Back in college, I played club league volleyball.
Club league as in not varsity. We had some pretty good players, but nobody was under the illusion that we were an official, varsity team.
Our league had nothing to do with the NAIA, to which Eastern College's varsity teams belonged. And it had nothing to do with the NCAA teams that our rivals Temple and Villanova fielded in other sports.
Still, it was great fun. The league included club teams from Eastern, Cabrini, Haverford, Swarthmore, Villanova, Temple, Lehigh, Penn State (Delco) and Montgomery County College.
Montco was actually the league powerhouse due to the fearsome Shlosser. I don't know if I ever learned his first name, but the man could crush a volleyball. After getting six-packed by him in one game, I had the word "Mikasa" imprinted backwards on my chest. It was still legible the next day.
And but so anyway it turns out that club league sports are something I have in common with our president. George W. Bush played a season of club league rugby while at Yale.
I learned this (via Cursor) from Jerome Doolittle, who also reports that, according to presidential adviser Karen Hughes, the president likes to, well, embellish a bit when describing his college athletic career. He cites this from a book review of Hughes' Ten Minutes from Normal:
A strange anecdote about Vladimir Putin's interest in Bush's college days seems to be included so Hughes can mention Bush's underappreciated athleticism: "'President Putin knew you had played rugby, but he didn't have the context. I mean you just played for one semester in college, right?' I said, dismissing it.
"'I played for a year,' the president corrected me, 'and it was the varsity.'"
Doolittle offers this correction:
… The underappreciated athlete couldn't have played varsity rugby because there wasn't any varsity. Because rugby was a club sport.
Now, okay, this isn't that big a deal. I'm not even sure it's a little deal. But the fact is the guy played a bit of intercollegiate intramurals and he likes to tell people that it was more than that — that he played Ivy League varsity.
That's kind of smarmy and less than admirable, but whatever.

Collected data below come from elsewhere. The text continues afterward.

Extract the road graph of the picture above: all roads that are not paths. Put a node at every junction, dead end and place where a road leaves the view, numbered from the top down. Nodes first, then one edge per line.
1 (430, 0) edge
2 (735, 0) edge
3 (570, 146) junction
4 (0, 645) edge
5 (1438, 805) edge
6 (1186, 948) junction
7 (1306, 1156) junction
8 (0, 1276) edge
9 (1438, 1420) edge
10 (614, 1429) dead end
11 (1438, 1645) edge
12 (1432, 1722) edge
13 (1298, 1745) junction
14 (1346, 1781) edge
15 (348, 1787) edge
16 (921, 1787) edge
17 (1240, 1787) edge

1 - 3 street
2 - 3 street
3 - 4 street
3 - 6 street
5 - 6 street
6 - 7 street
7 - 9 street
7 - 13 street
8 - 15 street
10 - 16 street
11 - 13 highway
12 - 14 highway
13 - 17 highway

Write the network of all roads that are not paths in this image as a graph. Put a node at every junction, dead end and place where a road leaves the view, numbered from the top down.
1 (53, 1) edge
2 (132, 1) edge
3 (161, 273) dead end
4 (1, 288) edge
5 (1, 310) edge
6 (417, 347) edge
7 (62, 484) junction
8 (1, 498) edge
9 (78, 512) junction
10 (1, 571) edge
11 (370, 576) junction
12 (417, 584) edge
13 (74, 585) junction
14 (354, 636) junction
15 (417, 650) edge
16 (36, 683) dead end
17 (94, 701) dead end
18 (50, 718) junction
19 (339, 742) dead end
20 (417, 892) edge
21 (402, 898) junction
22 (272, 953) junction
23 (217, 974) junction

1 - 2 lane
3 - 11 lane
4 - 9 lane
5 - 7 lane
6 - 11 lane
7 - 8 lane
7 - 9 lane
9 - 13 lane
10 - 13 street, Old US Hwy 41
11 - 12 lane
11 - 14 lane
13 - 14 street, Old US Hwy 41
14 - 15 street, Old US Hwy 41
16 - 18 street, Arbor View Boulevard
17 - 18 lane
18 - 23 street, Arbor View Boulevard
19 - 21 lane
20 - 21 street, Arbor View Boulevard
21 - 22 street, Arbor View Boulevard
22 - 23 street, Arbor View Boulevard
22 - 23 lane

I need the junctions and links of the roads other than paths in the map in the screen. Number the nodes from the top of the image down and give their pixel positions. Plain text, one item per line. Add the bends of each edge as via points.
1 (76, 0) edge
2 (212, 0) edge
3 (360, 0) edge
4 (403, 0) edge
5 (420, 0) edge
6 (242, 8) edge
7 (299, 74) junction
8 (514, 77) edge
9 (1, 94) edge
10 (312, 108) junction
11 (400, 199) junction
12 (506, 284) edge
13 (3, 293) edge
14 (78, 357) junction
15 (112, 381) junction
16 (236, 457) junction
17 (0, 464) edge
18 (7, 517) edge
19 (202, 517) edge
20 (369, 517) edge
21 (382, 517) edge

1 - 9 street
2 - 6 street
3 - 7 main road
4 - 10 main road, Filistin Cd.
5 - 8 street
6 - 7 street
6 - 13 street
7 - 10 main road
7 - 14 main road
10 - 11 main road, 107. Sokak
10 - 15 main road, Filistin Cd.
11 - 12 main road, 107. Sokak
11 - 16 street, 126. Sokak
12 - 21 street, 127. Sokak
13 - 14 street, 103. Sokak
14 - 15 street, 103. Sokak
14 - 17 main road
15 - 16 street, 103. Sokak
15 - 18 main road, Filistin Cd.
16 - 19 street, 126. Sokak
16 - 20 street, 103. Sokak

Still, consider the kind of treatment this story would be getting if it were John Kerry, rather than George W. Bush, who was caught lying about his athletic resume.
Mickey Kaus would latch onto the story for at least a week, interpreting it as a deeply meaningful and revealing metaphor — maybe even a "synecdoche." Mickey would begin referring to it through some semi-clever nickname — "Rugbygate" — and Slate would publish day after day of his explorations of all the deplorable things such a story might indicate about the senator's character. (All of which would be more substantial than the confused trivialities Kaus has recently been peddling on Microsoft's dime.)
But don't expect Kaus or the other Heathers to even notice George W. Bush's embarrassing exaggerations of his boozy semester on the rugby field. The standards they apply are not equal.
Oh, one more thing for the record. Eastern's club team faced off against Yale's volleyball club team in one tournament at 'Nova's Nevin Fieldhouse. We kicked their butts.